E mi ritrovo qui, una domenica sera di fine estate che
combatte il crepuscolo di un autunno alle porte, con la pioggia che tintinna
sui marciapiedi.
Amo ascoltare la pioggia mentre sono sdraiata sul letto a
scrivere, mi piace sentirla cantare con le finestre aperte, mi rilassa, mi fa
pensare a tante cose e nella nenia del suo baciare l’asfalto mi ritrovo a
pensare a che estate invisibile ho passato.
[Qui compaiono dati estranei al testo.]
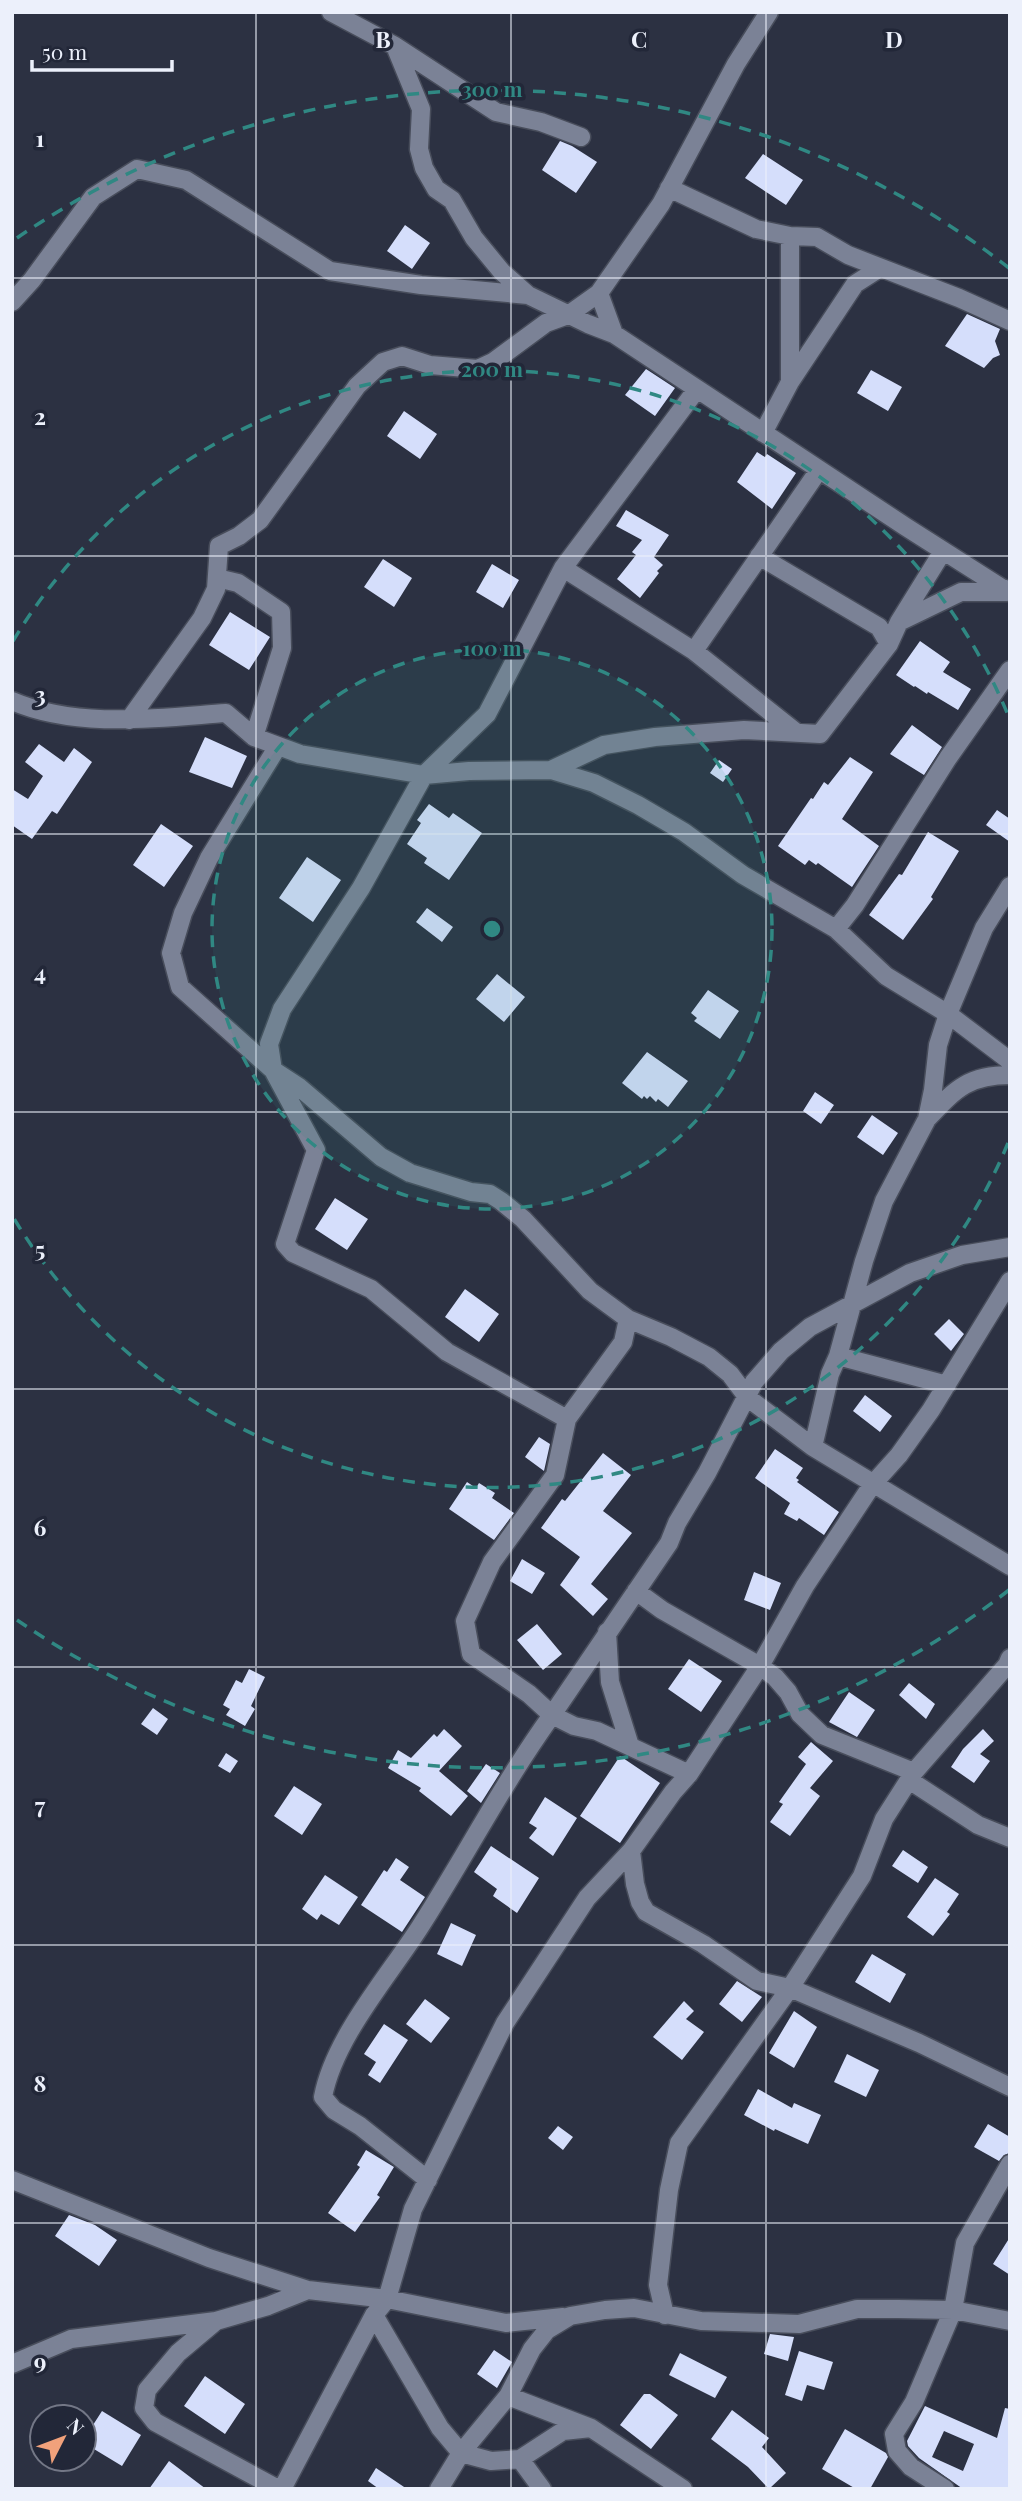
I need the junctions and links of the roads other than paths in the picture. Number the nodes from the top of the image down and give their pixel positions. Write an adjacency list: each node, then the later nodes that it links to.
1 (331, 12): 3 (street)
2 (769, 12): 5 (street)
3 (395, 46): 4 (street); 9 (street)
4 (581, 137)
5 (669, 188): 6 (street); 8 (street)
6 (790, 236): 7 (street); 14 (street)
7 (880, 268): 12 (street); 14 (street)
8 (599, 293): 11 (street); 13 (street)
9 (528, 295): 10 (street); 11 (street)
10 (12, 302)
11 (568, 315): 13 (street); 21 (street)
12 (1010, 321)
13 (614, 334): 15 (street)
14 (790, 382): 16 (street)
15 (697, 389): 16 (street); 20 (street)
16 (763, 433): 17 (street)
17 (819, 470): 18 (street); 19 (street)
18 (943, 551): 22 (street); 23 (street)
19 (759, 556): 24 (street); 25 (street)
20 (563, 568): 25 (street); 33 (street)
21 (217, 578): 28 (street); 30 (street)
22 (1008, 591): 23 (street)
23 (899, 622): 24 (street)
24 (889, 644): 29 (street)
25 (694, 651): 29 (street)
26 (1010, 670): 35 (street)
27 (12, 701): 28 (street)
28 (129, 720): 30 (street)
29 (797, 733): 32 (street)
30 (254, 737): 31 (street)
31 (278, 746): 33 (street); 38 (street)
32 (551, 770): 33 (street); 35 (street)
33 (424, 775): 38 (street)
34 (1010, 886): 36 (street)
35 (836, 929): 36 (street)
36 (948, 1014): 37 (street); 40 (street)
37 (1010, 1061)
38 (273, 1070): 44 (street); 48 (street)
39 (1010, 1075): 40 (street)
40 (927, 1119): 43 (street)
41 (1010, 1247): 43 (street)
42 (1010, 1282): 46 (street)
43 (850, 1307): 45 (street); 47 (street)
44 (628, 1319): 47 (street); 48 (street)
45 (838, 1356): 46 (street); 49 (street)
46 (947, 1385): 50 (street)
47 (748, 1398): 49 (street); 52 (street)
48 (567, 1419): 56 (street)
49 (813, 1447): 50 (street)
50 (872, 1485): 51 (street); 55 (street)
51 (1010, 1566)
52 (636, 1591): 53 (street); 55 (street)
53 (607, 1632): 56 (street); 57 (street)
54 (1010, 1658): 59 (street)
55 (760, 1666): 58 (street); 59 (street)
56 (552, 1715): 57 (street); 66 (street)
57 (630, 1746): 58 (street)
58 (689, 1774): 61 (street)
59 (912, 1776): 60 (street); 62 (street)
60 (1010, 1838)
61 (631, 1851): 62 (street); 66 (street)
62 (790, 1988): 63 (street); 71 (street)
63 (1010, 2087)
64 (1010, 2164): 69 (street)
65 (12, 2180): 67 (street)
66 (428, 2180): 68 (street)
67 (308, 2290): 68 (street); 74 (street)
68 (387, 2299): 70 (street); 72 (street)
69 (953, 2310): 71 (street); 73 (street); 84 (street)
70 (374, 2315): 78 (street); 80 (street)
71 (665, 2315): 72 (street)
72 (570, 2316): 76 (street)
73 (1010, 2320)
74 (216, 2321): 75 (street); 80 (street)
75 (12, 2364)
76 (508, 2396): 77 (street); 78 (street)
77 (591, 2428): 79 (street); 83 (street)
78 (461, 2453): 79 (street); 81 (street)
79 (520, 2459): 82 (street)
80 (280, 2489)
81 (439, 2489)
82 (542, 2489)
83 (683, 2489)
84 (945, 2489)

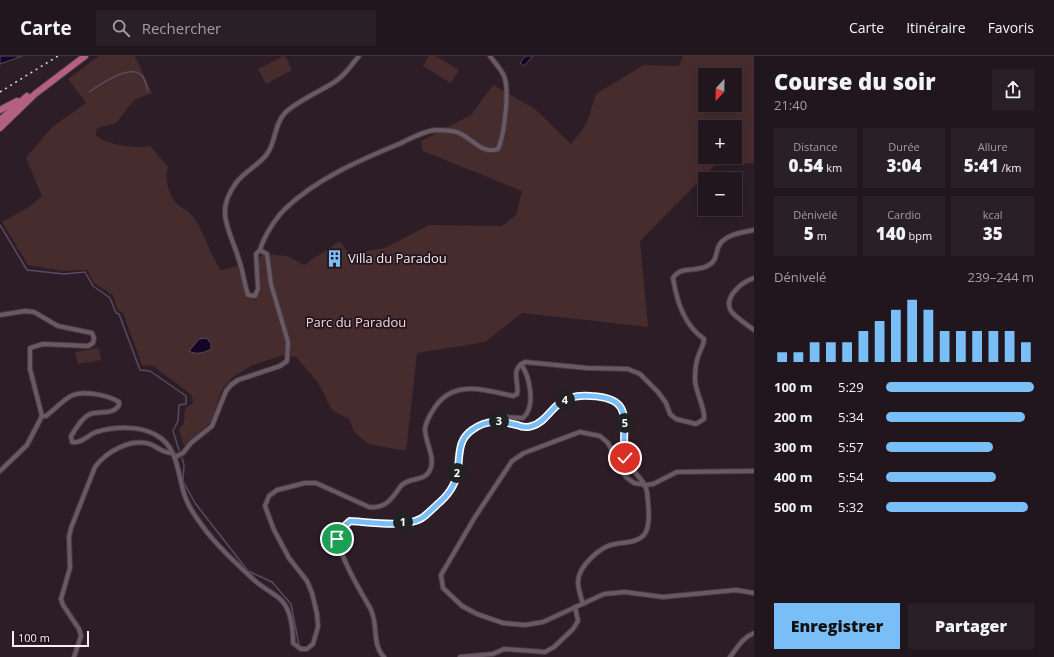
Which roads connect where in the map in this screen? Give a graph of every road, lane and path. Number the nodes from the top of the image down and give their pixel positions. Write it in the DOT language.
graph roads {
  1 [pos="79,56"];
  2 [pos="84,56"];
  3 [pos="359,56"];
  4 [pos="490,56"];
  5 [pos="60,71"];
  6 [pos="30,93"];
  7 [pos="0,110"];
  8 [pos="0,120"];
  9 [pos="0,128"];
  10 [pos="754,230"];
  11 [pos="260,250"];
  12 [pos="754,278"];
  13 [pos="0,315"];
  14 [pos="754,330"];
  15 [pos="521,364"];
  16 [pos="42,416"];
  17 [pos="502,421"];
  18 [pos="174,455"];
  19 [pos="0,471"];
  20 [pos="754,471"];
  21 [pos="646,485"];
  22 [pos="754,593"];
  23 [pos="583,604"];
  24 [pos="575,607"];
  25 [pos="754,633"];
  26 [pos="74,657"];
  27 [pos="384,657"];
  28 [pos="460,657"];
  29 [pos="730,657"];
  1 -- 5 [label="main road"];
  2 -- 5 [label="main road"];
  3 -- 11 [label="street"];
  4 -- 11 [label="street"];
  5 -- 6 [label="main road"];
  5 -- 9 [label="main road"];
  6 -- 7 [label="main road"];
  6 -- 8 [label="main road"];
  10 -- 15 [label="street"];
  11 -- 18 [label="street"];
  12 -- 14 [label="street"];
  13 -- 16 [label="street"];
  15 -- 17 [label="street"];
  15 -- 18 [label="street"];
  16 -- 18 [label="street"];
  16 -- 19 [label="street"];
  17 -- 21 [label="street"];
  17 -- 27 [label="street"];
  18 -- 26 [label="street"];
  20 -- 21 [label="street"];
  21 -- 23 [label="street"];
  21 -- 24 [label="street"];
  22 -- 23 [label="street"];
  23 -- 24 [label="street"];
  24 -- 28 [label="street"];
  25 -- 29 [label="street"];
}
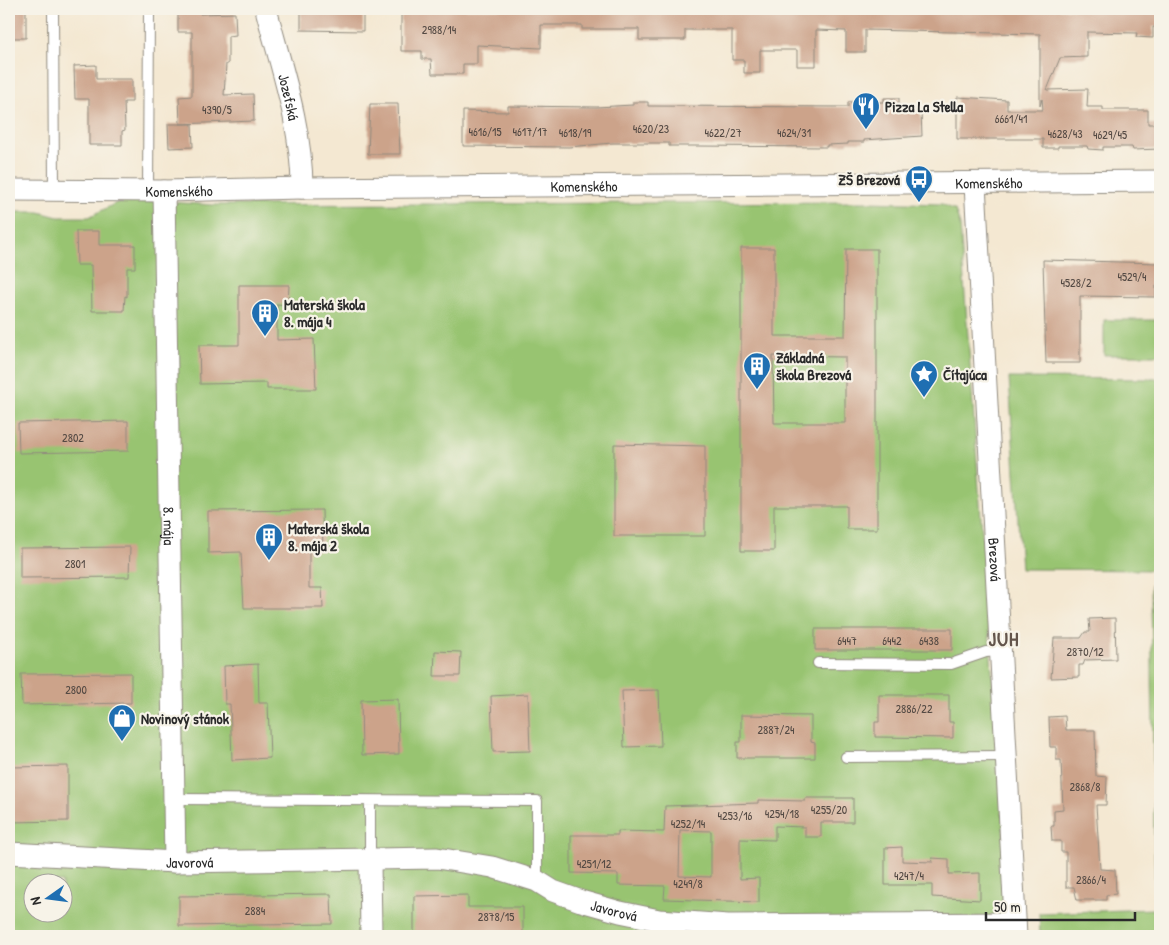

Quest’anno non mi sono nemmeno accorta che l’estate sia
iniziata, non ho sentito il profumo delle rose, la calura sulla pelle, il sole
non mi ha accarezzata nemmeno un momento. È stata un’estate di cambiamenti, di
grandi emozioni che hanno messo ancora a dura prova il cuore e un’estate in cui
ho perso l’orientamento, la bussola si è rotta e la segnaletica vitale ha dato
forfait. Un’estate in cui la parola serenità ha fatto posto alla corsa
all’impazzata della tachicardia, in cui il mio letto è stato sostituito con una
poltrona di ospedale e in cui la mia spensieratezza è stata cementata dal
dolore lancinante delle perdita di mia nonna Anita. In tutto questo condensarsi
di dolore al rialzo, lacrime pesanti come la caduta di un macigno dal Monte
Bianco e la sensazione continua di stare perennemente in affanno ho comunque
avuto il tempo di infilare alcune riflessioni, provenienti da anni e anni di
chiaccherate fatte con mia nonna, che mettono il puntino definitivo sulla mia
idea di relazione.
Relazioni che vanno. Relazioni che vengono. Relazioni pericolose
e relazioni che tutto hanno fuorché il sale che dovrebbero avere. Relazioni che
“vorrei ma non posso” e relazioni che “potrei ma non voglio”. Relazioni che, se
dimentico è meglio e altre che, se ricordo, mi sembra di sbattere il mignolino
del piede sinistro contro lo spigolo del comodino.
Relazioni complicate, contradditorie, tossiche o philofobiche. Relazioni intense, pregnanti,
lancinanti o soffocanti. Relazioni che ti tolgono il fiato, che ti spostano i
contrappesi, che minano la stabilità ma che assestano il cuore e anche altro.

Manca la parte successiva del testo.